Hhahahahah, that is most certainly fake, the laser was most likely about 50 - 100mW, there was lots of fog as you see, and you would need about 1W to cut the skin with any sort of speed and much stronger to take out BONES. Not to mention it would need to be the size of a minivan...


----------



## LuxLuthor (Feb 9, 2006)

Hah!  Great illusion !!! Thanks for the clip.


----------



## Caustic (Feb 9, 2006)

KBlaserman said:


> Hhahahahah, that is most certainly fake, the laser was most likely about 50 - 100mW, there was lots of fog as you see, and you would need about 1W to cut the skin with any sort of speed and much stronger to take out BONES. Not to mention it would need to be the size of a minivan...


 
I bet you were a fun kid to hang out with when you were growing up.

I bet you told the whole kindergarden class there was no Santa Claus too.

I remember 2 years ago Valintines day I took my wife to see David Copperfield. It was our first date. The shows he puts on are amazing. I highly recommend going if you get the chance.


----------



## Manzerick (Feb 9, 2006)

news flash: i check and the spec's are "5mW 532nM 5 mW 532 nM".. don't know where I got the 500MW from lol


----------



## PhantomZ (Feb 10, 2006)

can anyone copy and paste the link to the video again pls? for some reason it wont load for me......


----------



## Manzerick (Feb 15, 2006)

ok, got the green laser. it WAY WAY too bright for indoor use. WHne used outside I feel like i'm going to get arrested. 

Does anyone know if it is dangeros to look at the beam(not aimed at eyes)?
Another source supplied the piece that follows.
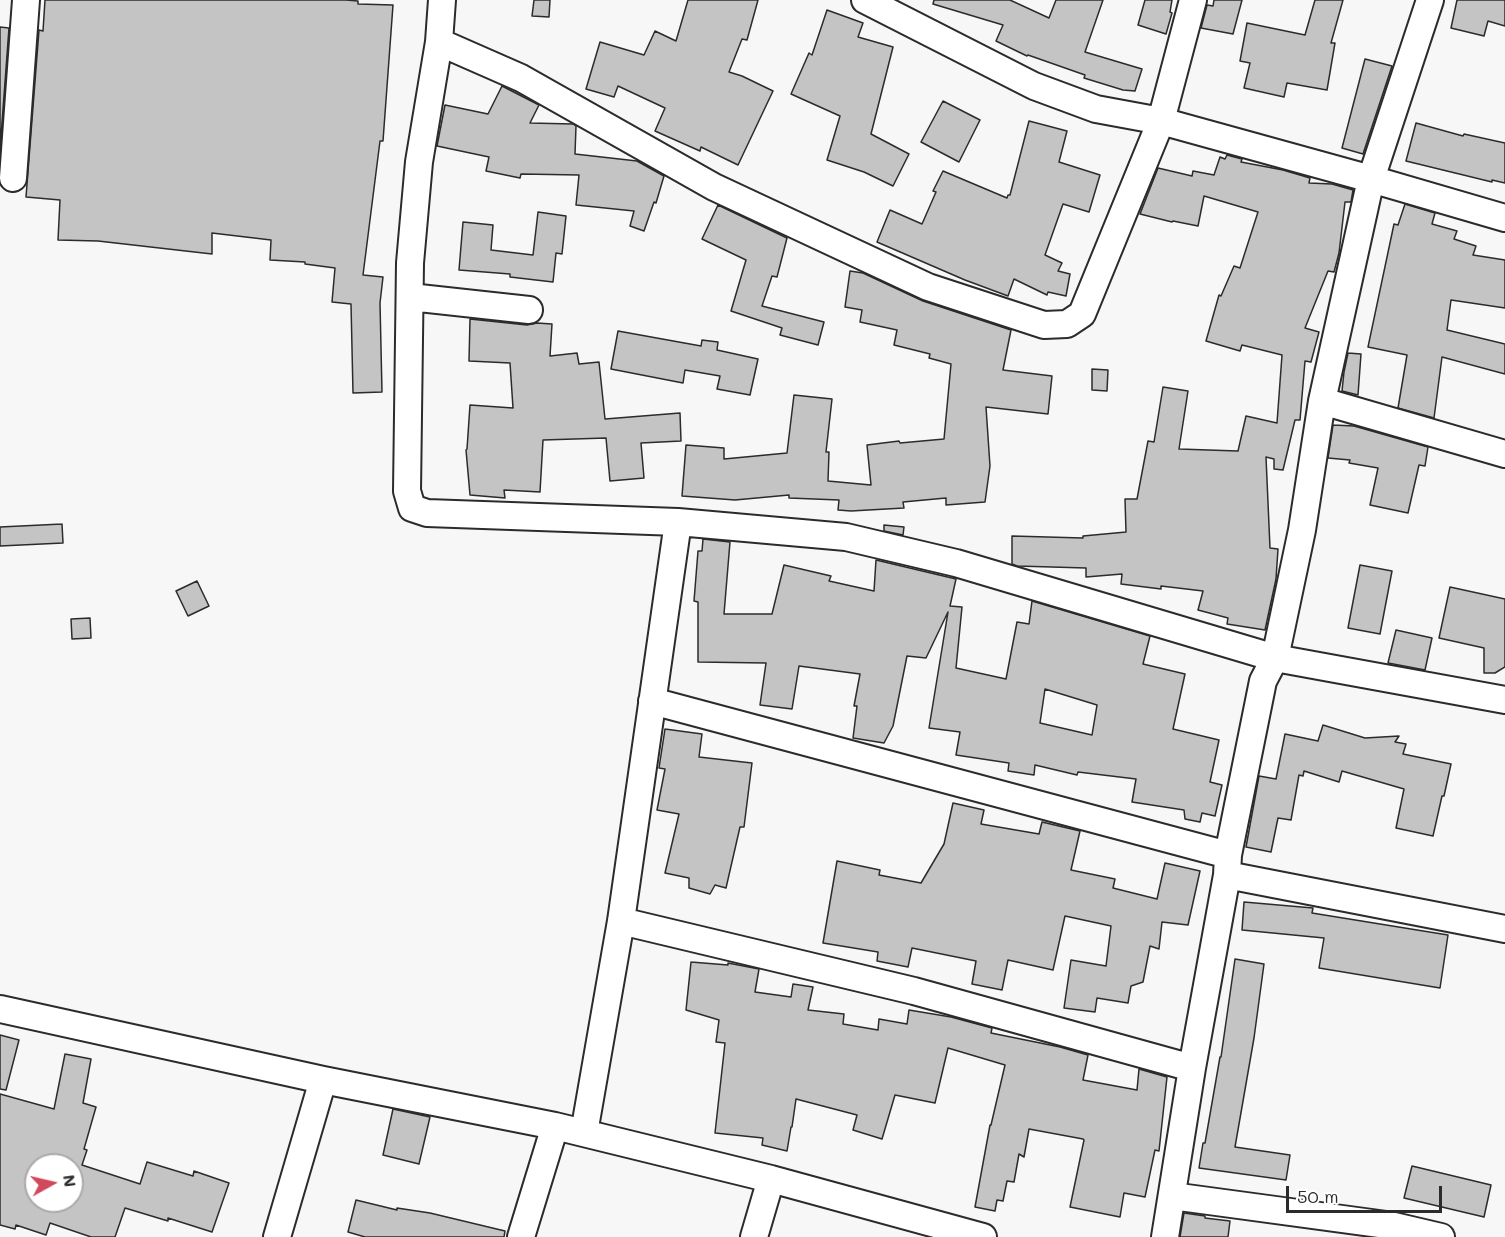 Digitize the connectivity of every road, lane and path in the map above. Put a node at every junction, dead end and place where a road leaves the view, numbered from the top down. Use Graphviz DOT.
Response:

I can tell you your eyes feel funny after... no good


----------



## nero_design (Feb 15, 2006)

*Manzerick: If the laser you purchased was rated at <5mW, and it is a green coloured beam/dot (532nm), then you will find that it is indeed brighter than your old red laser pointers but it is considered to be "fairly safe" for typical use as a 'pointer' (hence it should carry a 'Warning/Caution' label rather than a 'Danger' label). You should of course avoid pointing it directly at anyone or any other living thing as prolonged direct eye exposure to a 5mW green laser (eg, pointing it towards a person's eye) is not a sensible or safe thing to do. An accidental flash from such a <5mW laser is unlikely to do any harm. Being under <5mW makes this a Class 3A laser.

Looking at both the dot or the beam on a Class 3A laser is fine (assuming the beam and dot are pointed away from your eyes). You cannot suffer from any effects from looking at the dot on a wall or the beam in the air from this laser (as determined by the Board of Radiological Health).
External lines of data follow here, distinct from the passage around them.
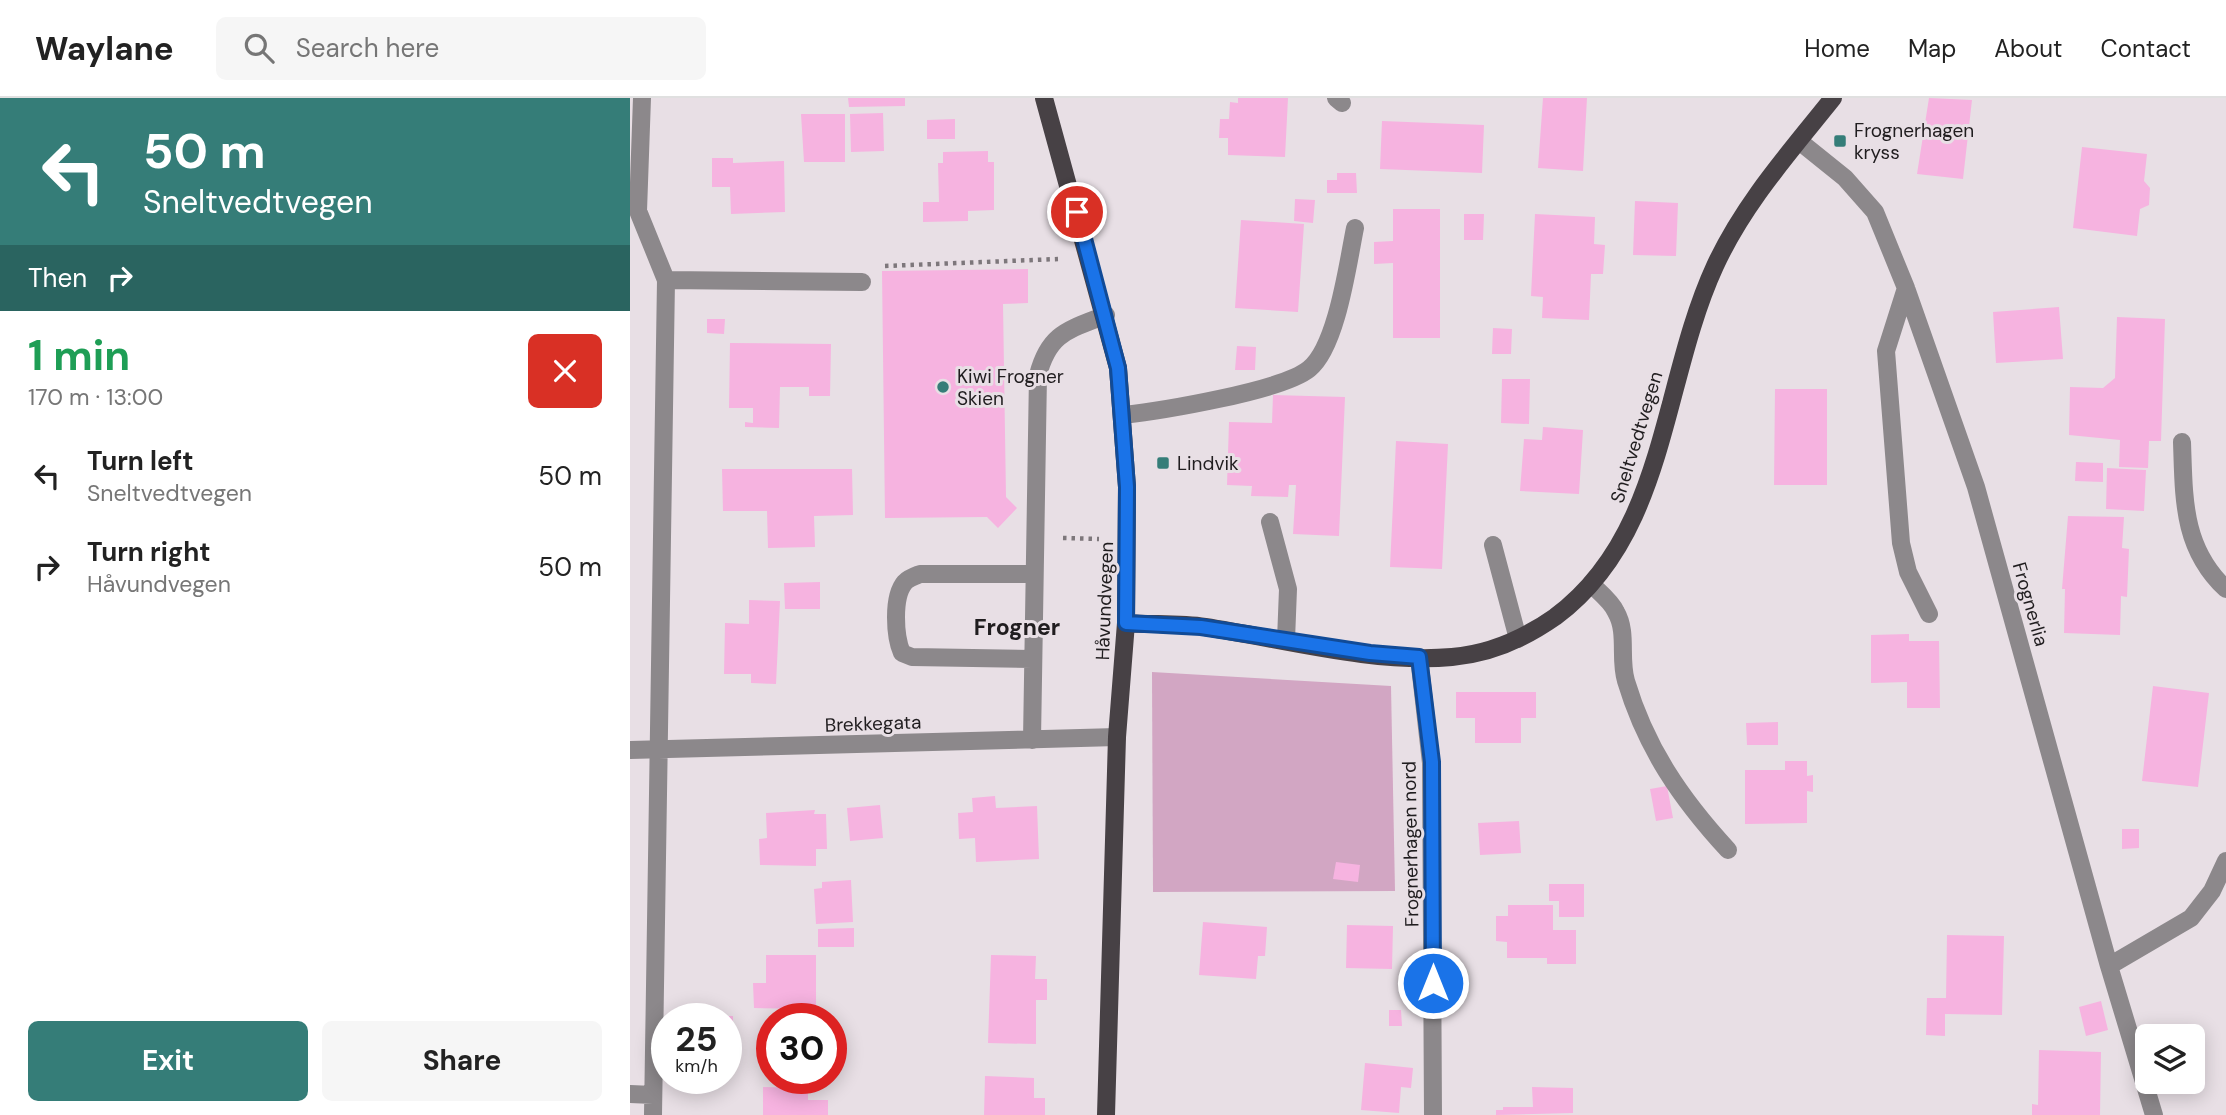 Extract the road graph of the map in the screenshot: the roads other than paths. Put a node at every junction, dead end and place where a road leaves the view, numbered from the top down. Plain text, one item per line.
1 (1044, 98) edge
2 (1833, 98) edge
3 (638, 103) edge
4 (1799, 141) junction
5 (1355, 228) dead end
6 (666, 280) junction
7 (862, 282) road end
8 (1906, 288) junction
9 (1106, 315) junction
10 (1122, 415) junction
11 (2182, 442) dead end
12 (1270, 522) dead end
13 (1493, 545) dead end
14 (1034, 574) junction
15 (1591, 584) junction
16 (2226, 589) edge
17 (1929, 614) dead end
18 (1126, 623) junction
19 (1518, 639) junction
20 (1286, 640) junction
21 (1419, 657) junction
22 (1032, 659) junction
23 (1116, 737) junction
24 (1032, 740) junction
25 (630, 750) edge
26 (659, 750) junction
27 (1728, 850) dead end
28 (2226, 861) edge
29 (2109, 966) junction
30 (630, 1094) edge
31 (653, 1095) junction
32 (653, 1115) edge
33 (1106, 1115) edge
34 (1433, 1115) edge
35 (2154, 1115) edge

1 - 9 main road, Håvundvegen
2 - 4 main road, Sneltvedtvegen
3 - 6 street
4 - 8 street, Frognerlia
4 - 15 main road, Sneltvedtvegen
5 - 10 street
6 - 7 street
6 - 26 street
8 - 17 street
8 - 29 street, Frognerlia
9 - 10 main road, Håvundvegen
9 - 14 street
10 - 18 main road, Håvundvegen
11 - 16 street
12 - 20 street
13 - 19 street
14 - 22 street
14 - 22 street
15 - 19 main road, Sneltvedtvegen
15 - 27 street
18 - 20 main road, Sneltvedtvegen
18 - 23 main road, Håvundvegen
19 - 21 main road, Sneltvedtvegen
20 - 21 main road, Sneltvedtvegen
21 - 34 street, Frognerhagen nord
22 - 24 street
23 - 24 street, Brekkegata
23 - 33 main road, Håvundvegen
24 - 26 street, Brekkegata
25 - 26 street, Brekkegata
26 - 31 street
28 - 29 street
29 - 35 street, Frognerlia
30 - 31 street
31 - 32 street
These things are pretty cool and have many many practical applications and uses.*


----------



## Manzerick (Feb 16, 2006)

i checked it and it does have a "dange label"... should i be concerned? My eyes hurt when just kinda looking @ the beam or dot...


----------



## AJ_Dual (Feb 16, 2006)

The pure single wavelength nature of laser light can be bothersome to some people.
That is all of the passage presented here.